> _Work task_
Everything in the listing below must be reproduced exactly, apart from its images.

> _Data extract_
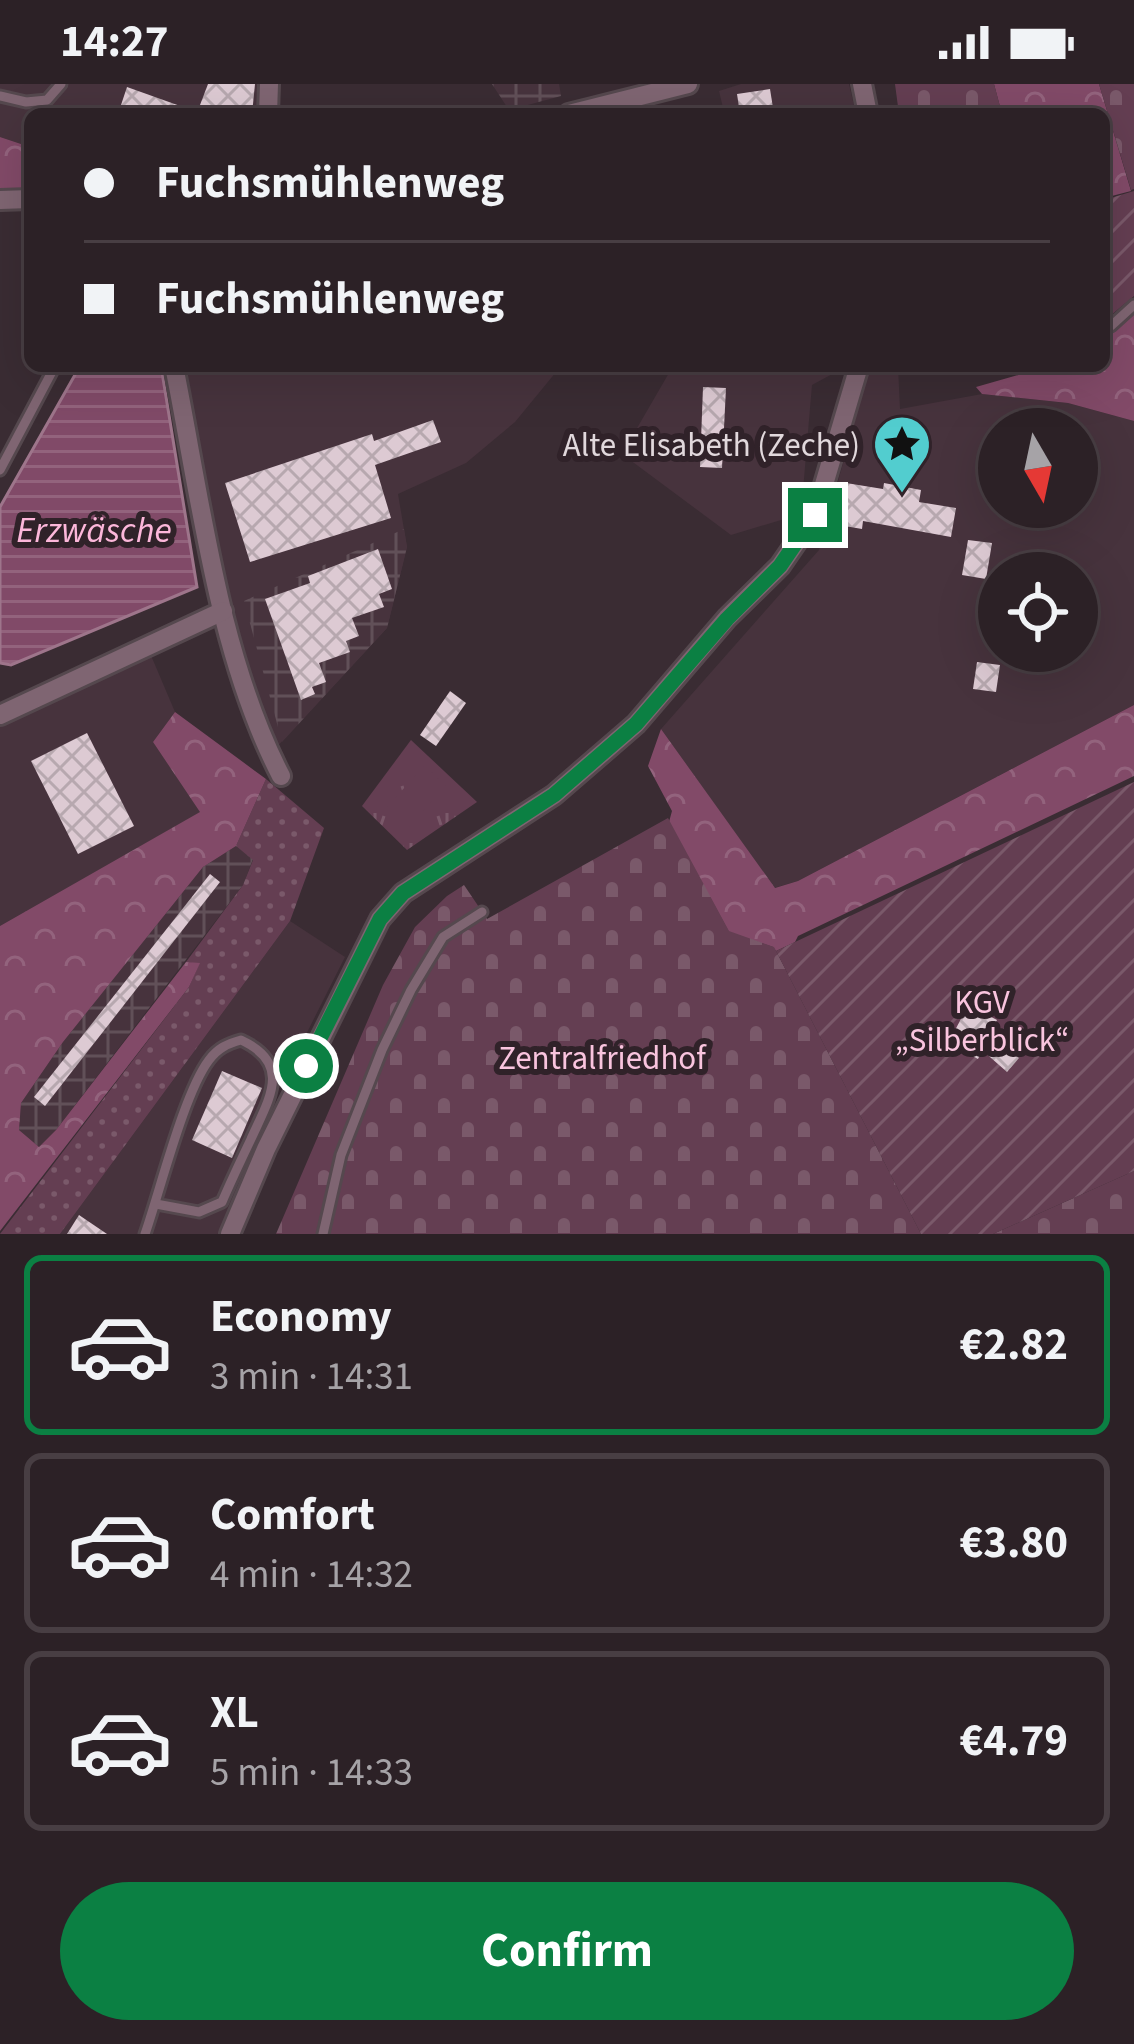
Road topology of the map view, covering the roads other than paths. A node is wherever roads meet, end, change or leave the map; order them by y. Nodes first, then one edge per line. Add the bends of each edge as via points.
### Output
1 (62, 84) edge
2 (688, 84) edge
3 (648, 89) edge
4 (0, 96) edge
5 (588, 108) edge
6 (1134, 304) edge
7 (1111, 326) dead end
8 (53, 372) edge
9 (176, 372) edge
10 (857, 372) edge
11 (0, 470) edge
12 (223, 611) junction
13 (0, 715) edge
14 (281, 776) dead end
15 (482, 912) dead end
16 (155, 1204) junction
17 (145, 1234) edge
18 (230, 1234) edge
19 (323, 1234) edge

1 - 4 lane via 47,100
2 - 3 street
3 - 5 street
6 - 7 lane
8 - 11 lane
9 - 12 street
10 - 18 street via 815,515 780,566 636,724 554,795 403,893 380,919
12 - 13 street
12 - 14 street
15 - 19 lane via 443,937 411,990 340,1155
16 - 16 lane via 207,1063 241,1040 260,1049 274,1089 222,1202 199,1212
16 - 17 lane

> _Expected output_
Road topology of the map view, covering the roads other than paths. A node is wherever roads meet, end, change or leave the map; order them by y. Nodes first, then one edge per line. Add the bends of each edge as via points.
### Output
1 (62, 84) edge
2 (688, 84) edge
3 (648, 89) edge
4 (0, 96) edge
5 (588, 108) edge
6 (1134, 304) edge
7 (1111, 326) dead end
8 (53, 372) edge
9 (176, 372) edge
10 (857, 372) edge
11 (0, 470) edge
12 (223, 611) junction
13 (0, 715) edge
14 (281, 776) dead end
15 (482, 912) dead end
16 (155, 1204) junction
17 (145, 1234) edge
18 (230, 1234) edge
19 (323, 1234) edge

1 - 4 lane via 47,100
2 - 3 street
3 - 5 street
6 - 7 lane
8 - 11 lane
9 - 12 street
10 - 18 street via 815,515 780,566 636,724 554,795 403,893 380,919
12 - 13 street
12 - 14 street
15 - 19 lane via 443,937 411,990 340,1155
16 - 16 lane via 207,1063 241,1040 260,1049 274,1089 222,1202 199,1212
16 - 17 lane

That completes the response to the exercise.